Relying upon procedures outlined under the Pennsylvania Automobile Insurance Plan and principles of statutory construction, we conclude that the insurer issued its policy for delivery prior to the effective date of the Financial Responsibility Law. The policy's terms are therefore controlled by the new law's predecessors, the now-repealed No-Fault Motor Vehicle Insurance Act, Pa. Stat. Ann. tit. 40, § 1009.101 et seq. (Purdon 1974), and the unrepealed Uninsured Motorist Act, Pa. Stat. Ann. tit. 40, § 2000 et seq. (Purdon 1963) which do not provide for underinsurance coverage.

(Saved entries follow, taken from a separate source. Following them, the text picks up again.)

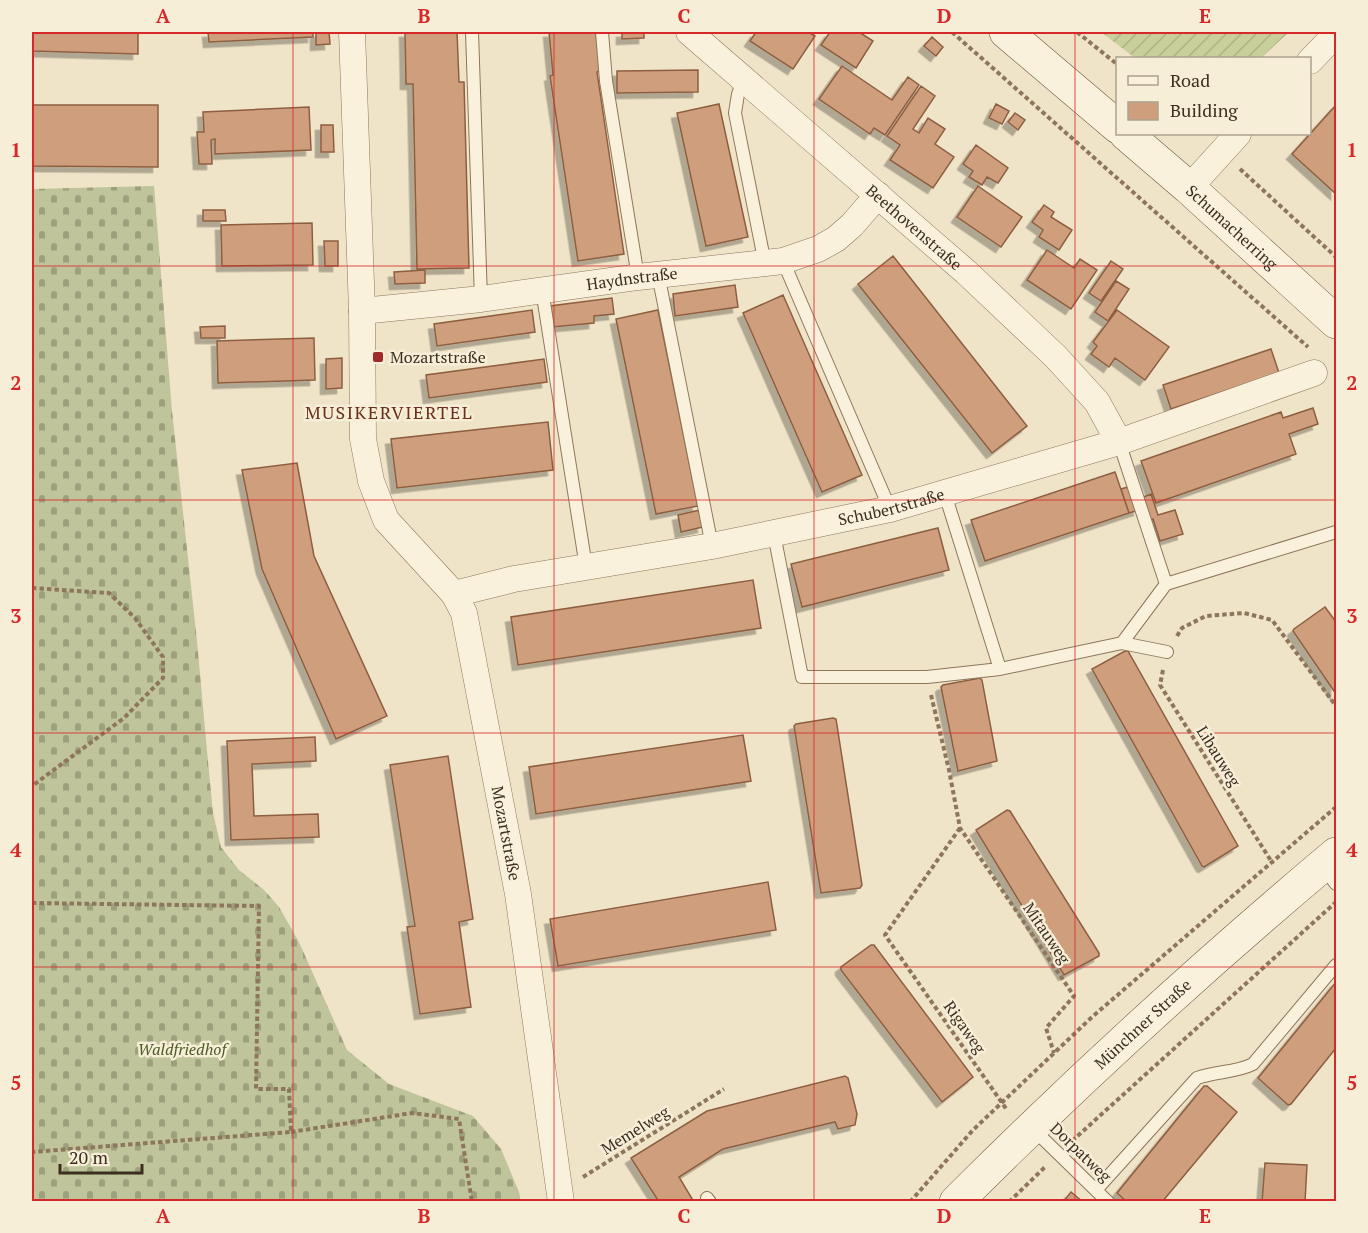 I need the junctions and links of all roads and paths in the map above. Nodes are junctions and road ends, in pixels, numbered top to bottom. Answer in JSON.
{"nodes":[{"id":1,"x":352,"y":32,"type":"edge"},
{"id":2,"x":472,"y":32,"type":"edge"},
{"id":3,"x":602,"y":32,"type":"edge"},
{"id":4,"x":689,"y":32,"type":"edge"},
{"id":5,"x":952,"y":32,"type":"edge"},
{"id":6,"x":1006,"y":32,"type":"edge"},
{"id":7,"x":1077,"y":32,"type":"edge"},
{"id":8,"x":1336,"y":34,"type":"edge"},
{"id":9,"x":1311,"y":60,"type":"edge"},
{"id":10,"x":1116,"y":63,"type":"edge"},
{"id":11,"x":744,"y":79,"type":"junction"},
{"id":12,"x":1116,"y":125,"type":"edge"},
{"id":13,"x":1127,"y":135,"type":"edge"},
{"id":14,"x":1229,"y":142,"type":"edge"},
{"id":15,"x":1189,"y":188,"type":"junction"},
{"id":16,"x":878,"y":195,"type":"junction"},
{"id":17,"x":1336,"y":257,"type":"edge"},
{"id":18,"x":774,"y":262,"type":"junction"},
{"id":19,"x":648,"y":275,"type":"junction"},
{"id":20,"x":542,"y":290,"type":"junction"},
{"id":21,"x":481,"y":299,"type":"junction"},
{"id":22,"x":362,"y":311,"type":"junction"},
{"id":23,"x":1336,"y":322,"type":"edge"},
{"id":24,"x":1313,"y":362,"type":"joint"},
{"id":25,"x":1119,"y":441,"type":"junction"},
{"id":26,"x":945,"y":494,"type":"junction"},
{"id":27,"x":890,"y":509,"type":"junction"},
{"id":28,"x":1336,"y":532,"type":"edge"},
{"id":29,"x":774,"y":534,"type":"junction"},
{"id":30,"x":712,"y":546,"type":"junction"},
{"id":31,"x":586,"y":567,"type":"junction"},
{"id":32,"x":1166,"y":584,"type":"junction"},
{"id":33,"x":32,"y":588,"type":"edge"},
{"id":34,"x":454,"y":594,"type":"junction"},
{"id":35,"x":1122,"y":643,"type":"junction"},
{"id":36,"x":1167,"y":652,"type":"junction"},
{"id":37,"x":1000,"y":669,"type":"junction"},
{"id":38,"x":927,"y":677,"type":"junction"},
{"id":39,"x":1336,"y":706,"type":"edge"},
{"id":40,"x":32,"y":786,"type":"edge"},
{"id":41,"x":1336,"y":807,"type":"edge"},
{"id":42,"x":960,"y":828,"type":"junction"},
{"id":43,"x":1272,"y":862,"type":"junction"},
{"id":44,"x":1332,"y":868,"type":"edge"},
{"id":45,"x":1290,"y":893,"type":"junction"},
{"id":46,"x":1336,"y":902,"type":"edge"},
{"id":47,"x":32,"y":903,"type":"edge"},
{"id":48,"x":1336,"y":965,"type":"edge"},
{"id":49,"x":1054,"y":1053,"type":"junction"},
{"id":50,"x":724,"y":1089,"type":"dead end"},
{"id":51,"x":1002,"y":1102,"type":"junction"},
{"id":52,"x":1027,"y":1131,"type":"junction"},
{"id":53,"x":291,"y":1132,"type":"junction"},
{"id":54,"x":32,"y":1152,"type":"edge"},
{"id":55,"x":1058,"y":1154,"type":"junction"},
{"id":56,"x":1096,"y":1191,"type":"junction"},
{"id":57,"x":560,"y":1196,"type":"edge"},
{"id":58,"x":472,"y":1202,"type":"edge"},
{"id":59,"x":910,"y":1202,"type":"edge"},
{"id":60,"x":956,"y":1202,"type":"edge"},
{"id":61,"x":1009,"y":1202,"type":"edge"},
{"id":62,"x":1108,"y":1202,"type":"edge"}],
"edges":[{"from":1,"to":22,"type":"street","name":"Mozartstraße"},
{"from":2,"to":21,"type":"lane"},
{"from":3,"to":19,"type":"lane"},
{"from":4,"to":11,"type":"street","name":"Beethovenstraße"},
{"from":5,"to":24,"type":"path"},
{"from":6,"to":12,"type":"street"},
{"from":7,"to":10,"type":"path"},
{"from":8,"to":9,"type":"street"},
{"from":11,"to":16,"type":"street","name":"Beethovenstraße"},
{"from":11,"to":18,"type":"lane"},
{"from":13,"to":15,"type":"street","name":"Schumacherring"},
{"from":14,"to":15,"type":"street"},
{"from":14,"to":17,"type":"path"},
{"from":15,"to":23,"type":"street","name":"Schumacherring"},
{"from":16,"to":18,"type":"street","name":"Haydnstraße"},
{"from":16,"to":25,"type":"street","name":"Beethovenstraße"},
{"from":18,"to":19,"type":"street","name":"Haydnstraße"},
{"from":18,"to":27,"type":"lane"},
{"from":19,"to":20,"type":"street","name":"Haydnstraße"},
{"from":19,"to":30,"type":"lane"},
{"from":20,"to":21,"type":"street","name":"Haydnstraße"},
{"from":20,"to":31,"type":"lane"},
{"from":21,"to":22,"type":"street","name":"Haydnstraße"},
{"from":22,"to":34,"type":"street","name":"Mozartstraße"},
{"from":24,"to":25,"type":"street","name":"Schubertstraße"},
{"from":25,"to":26,"type":"street","name":"Schubertstraße"},
{"from":25,"to":32,"type":"lane"},
{"from":26,"to":27,"type":"street","name":"Schubertstraße"},
{"from":26,"to":37,"type":"lane"},
{"from":27,"to":29,"type":"street","name":"Schubertstraße"},
{"from":28,"to":32,"type":"lane"},
{"from":29,"to":30,"type":"street","name":"Schubertstraße"},
{"from":29,"to":38,"type":"lane"},
{"from":30,"to":31,"type":"street","name":"Schubertstraße"},
{"from":31,"to":34,"type":"street","name":"Schubertstraße"},
{"from":32,"to":35,"type":"lane"},
{"from":33,"to":40,"type":"path"},
{"from":34,"to":57,"type":"street","name":"Mozartstraße"},
{"from":35,"to":36,"type":"lane"},
{"from":35,"to":37,"type":"lane"},
{"from":36,"to":39,"type":"path","name":"Libauweg"},
{"from":36,"to":43,"type":"path","name":"Libauweg"},
{"from":37,"to":38,"type":"lane"},
{"from":38,"to":42,"type":"path","name":"Mitauweg"},
{"from":41,"to":43,"type":"path"},
{"from":42,"to":49,"type":"path","name":"Mitauweg"},
{"from":42,"to":51,"type":"path","name":"Rigaweg"},
{"from":43,"to":45,"type":"path","name":"Libauweg"},
{"from":43,"to":49,"type":"path"},
{"from":44,"to":45,"type":"street","name":"Münchner Straße"},
{"from":45,"to":52,"type":"street","name":"Münchner Straße"},
{"from":46,"to":55,"type":"path"},
{"from":47,"to":53,"type":"path"},
{"from":48,"to":56,"type":"lane"},
{"from":49,"to":51,"type":"path"},
{"from":50,"to":57,"type":"path","name":"Memelweg"},
{"from":51,"to":52,"type":"path","name":"Rigaweg"},
{"from":51,"to":59,"type":"path"},
{"from":52,"to":55,"type":"lane","name":"Dorpatweg"},
{"from":52,"to":60,"type":"street","name":"Münchner Straße"},
{"from":53,"to":54,"type":"path"},
{"from":53,"to":58,"type":"path"},
{"from":55,"to":56,"type":"lane","name":"Dorpatweg"},
{"from":55,"to":61,"type":"path"},
{"from":56,"to":62,"type":"lane","name":"Dorpatweg"}]}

The district court order granting summary judgment in favor of the insurance company, denying underinsured motorist insurance coverage to the insured, will be affirmed.
On September 28, 1984, Jean Brisco, in conjunction with the purchase of a motor vehicle, applied to the Pennsylvania Automobile Insurance Plan for automobile insurance through a broker. The Automobile Insurance Plan, also known as the assigned risk plan, was created pursuant to § 1009.108 of the No-Fault Act to assure that individuals who were unable to obtain insurance through conventional means would be provided the necessary coverage and benefits afforded by that statute.*fn1
The application for insurance which Brisco completed included the following language:
Coverage under this evidence of automobile insurance is effective from the effective date and time stated thereon. This evidence of automobile insurance will terminate immediately upon the issuance of the policy applied for. . . .

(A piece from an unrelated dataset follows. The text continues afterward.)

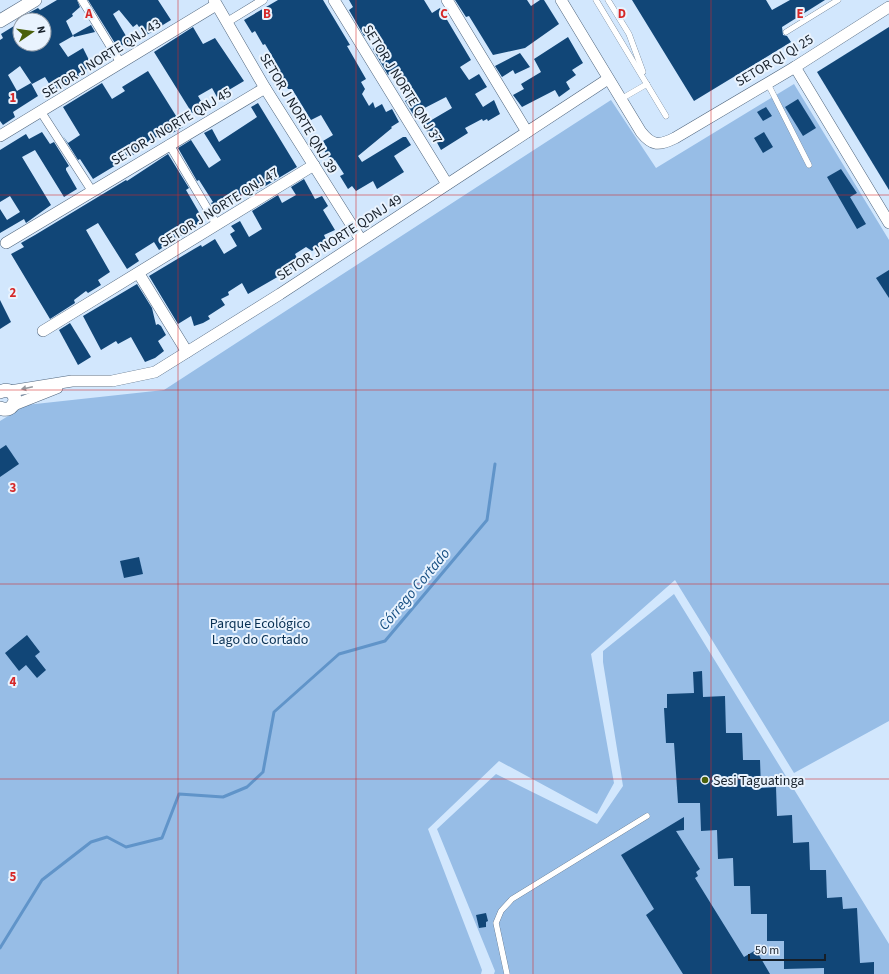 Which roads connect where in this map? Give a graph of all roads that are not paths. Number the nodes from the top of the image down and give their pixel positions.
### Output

At the bottom of the application, above the insurer broker's and Brisco's signatures, was the stated effective date of the application -- September 28, 1984, at 9:00 a.m. On this date, the No-Fault Act was still in operation.
Sometime in the next two weeks Brisco received a policy and an insurance card from the insurer designated under the Automobile Insurance Plan to provide her with coverage, Government Employees Insurance Company ("GEICO"). Brisco later discarded both the policy and the ID card. It is undisputed that the written terms of the policy did not contain underinsured motorist coverage.
On November 8, 1984, Brisco's father, Ernest Benton, while a pedestrian, was struck by an automobile.*fn2 The operator of the vehicle which struck Benton was insured by Erie Insurance Company. To compensate for the injuries sustained in the accident, Benton received a $15,000.00 settlement in release for his claim against both the driver and Erie Insurance Company.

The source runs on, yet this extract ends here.